[Math] Question about determining whether vector field is conservative and about determining a potential function for said vector field.

Question

So, I've received this question to solve. Can anyone help me? I do not understand how to show that the vector field is conservative in this case. A detailed solution would help to understand what I've been doing wrong so far. (I seem to get answers that indicate that the vector field in question is not conservative, but it should be.)
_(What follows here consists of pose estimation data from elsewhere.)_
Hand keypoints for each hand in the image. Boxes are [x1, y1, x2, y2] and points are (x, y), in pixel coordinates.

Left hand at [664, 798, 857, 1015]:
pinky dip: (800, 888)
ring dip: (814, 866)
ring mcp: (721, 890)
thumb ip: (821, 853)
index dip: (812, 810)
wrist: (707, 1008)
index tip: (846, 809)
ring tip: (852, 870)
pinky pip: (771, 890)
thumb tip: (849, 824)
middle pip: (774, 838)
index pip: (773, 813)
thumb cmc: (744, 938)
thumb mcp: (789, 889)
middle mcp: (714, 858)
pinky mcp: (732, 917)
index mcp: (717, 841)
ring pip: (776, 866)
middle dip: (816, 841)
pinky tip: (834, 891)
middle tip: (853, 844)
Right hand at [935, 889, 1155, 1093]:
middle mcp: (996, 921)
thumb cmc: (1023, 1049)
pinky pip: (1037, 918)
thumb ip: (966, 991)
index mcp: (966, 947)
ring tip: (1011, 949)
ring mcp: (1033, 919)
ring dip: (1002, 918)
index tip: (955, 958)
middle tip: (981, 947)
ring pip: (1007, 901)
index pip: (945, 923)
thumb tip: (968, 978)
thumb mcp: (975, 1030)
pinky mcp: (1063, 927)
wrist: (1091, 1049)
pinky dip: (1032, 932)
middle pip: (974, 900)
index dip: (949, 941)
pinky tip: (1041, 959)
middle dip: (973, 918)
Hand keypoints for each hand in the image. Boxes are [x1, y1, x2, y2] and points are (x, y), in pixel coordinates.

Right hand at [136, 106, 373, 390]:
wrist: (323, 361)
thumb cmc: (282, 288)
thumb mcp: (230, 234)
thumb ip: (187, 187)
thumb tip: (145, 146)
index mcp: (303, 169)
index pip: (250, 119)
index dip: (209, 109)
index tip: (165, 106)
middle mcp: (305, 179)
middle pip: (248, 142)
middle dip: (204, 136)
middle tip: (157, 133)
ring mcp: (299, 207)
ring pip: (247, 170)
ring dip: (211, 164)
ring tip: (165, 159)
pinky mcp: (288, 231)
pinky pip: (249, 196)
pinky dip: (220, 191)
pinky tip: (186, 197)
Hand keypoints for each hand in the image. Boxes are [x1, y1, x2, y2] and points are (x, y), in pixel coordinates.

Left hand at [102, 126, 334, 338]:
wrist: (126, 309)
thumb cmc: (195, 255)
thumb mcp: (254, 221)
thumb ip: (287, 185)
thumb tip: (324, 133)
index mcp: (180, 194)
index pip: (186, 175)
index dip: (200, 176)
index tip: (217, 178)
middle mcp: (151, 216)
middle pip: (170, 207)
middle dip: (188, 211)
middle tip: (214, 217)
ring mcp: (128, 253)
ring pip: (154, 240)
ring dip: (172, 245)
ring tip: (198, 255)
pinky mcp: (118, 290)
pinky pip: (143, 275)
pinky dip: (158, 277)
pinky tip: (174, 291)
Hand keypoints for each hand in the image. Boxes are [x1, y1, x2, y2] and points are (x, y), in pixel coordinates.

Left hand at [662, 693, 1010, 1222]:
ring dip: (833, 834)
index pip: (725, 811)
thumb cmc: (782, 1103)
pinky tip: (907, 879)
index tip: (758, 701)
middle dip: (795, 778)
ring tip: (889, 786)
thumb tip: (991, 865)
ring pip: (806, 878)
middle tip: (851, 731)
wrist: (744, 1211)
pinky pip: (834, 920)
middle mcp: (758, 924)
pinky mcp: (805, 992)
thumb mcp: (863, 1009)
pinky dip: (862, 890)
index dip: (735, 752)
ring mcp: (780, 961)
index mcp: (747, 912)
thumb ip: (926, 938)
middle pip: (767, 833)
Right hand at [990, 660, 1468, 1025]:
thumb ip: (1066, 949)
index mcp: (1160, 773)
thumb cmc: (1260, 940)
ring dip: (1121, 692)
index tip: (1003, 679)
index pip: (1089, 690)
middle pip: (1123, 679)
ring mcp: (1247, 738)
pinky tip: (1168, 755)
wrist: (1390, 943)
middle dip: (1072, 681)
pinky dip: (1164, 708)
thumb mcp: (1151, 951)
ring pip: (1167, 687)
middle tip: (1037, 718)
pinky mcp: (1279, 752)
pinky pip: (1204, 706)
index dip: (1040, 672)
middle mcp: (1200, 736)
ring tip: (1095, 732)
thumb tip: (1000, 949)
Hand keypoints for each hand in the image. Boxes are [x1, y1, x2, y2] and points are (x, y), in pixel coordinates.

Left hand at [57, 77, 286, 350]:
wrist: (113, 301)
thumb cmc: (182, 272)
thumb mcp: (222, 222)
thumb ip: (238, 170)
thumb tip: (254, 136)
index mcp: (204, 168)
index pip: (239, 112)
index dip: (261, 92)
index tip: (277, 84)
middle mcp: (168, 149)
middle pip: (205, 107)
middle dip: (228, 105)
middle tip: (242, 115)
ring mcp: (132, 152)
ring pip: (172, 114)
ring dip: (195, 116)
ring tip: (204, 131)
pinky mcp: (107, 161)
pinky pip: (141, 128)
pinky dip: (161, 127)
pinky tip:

The question is listed below:

Show that the vector field

F$(x, y, z) = (2x + y)$i$ + (z\cos(yz) + x)$j$ + y\cos(yz)$k

is conservative and determine a potential function.

Answer 1

If we manage to find a potential function $U$ for $\mathbf{F}$, we are done so let's try to do that. We need:

$$ \frac{\partial U}{\partial x} = 2x + y \implies U(x,y,z) = \int (2x + y) \, dx + G(y,z) = x^2 + yx + G(y,z) $$

for some function $G = G(y,z)$ which depends only on $y,z$. Next, $$ \frac{\partial U}{\partial y} = z \cos(yz) + x \implies x + \frac{\partial G}{\partial y} = x + z \cos(yz) \implies \\ G(y,z) = \int z \cos(y z) \, dy + H(z) = \sin(yz) + H(z)$$

for some function $H = H(z)$ that depends only on $z$.

Finally,

$$ \frac{\partial U}{\partial z} = y \cos(yz) \implies y \cos(yz) + \frac{\partial H}{\partial z} = y \cos(yz) \implies H \equiv C $$

so a potential for $\mathbf{F}$ is given by

$$ U(x,y,z) = x^2 + yx + \sin(yz) + C $$

where $C \in \mathbb{R}$ is arbitrary.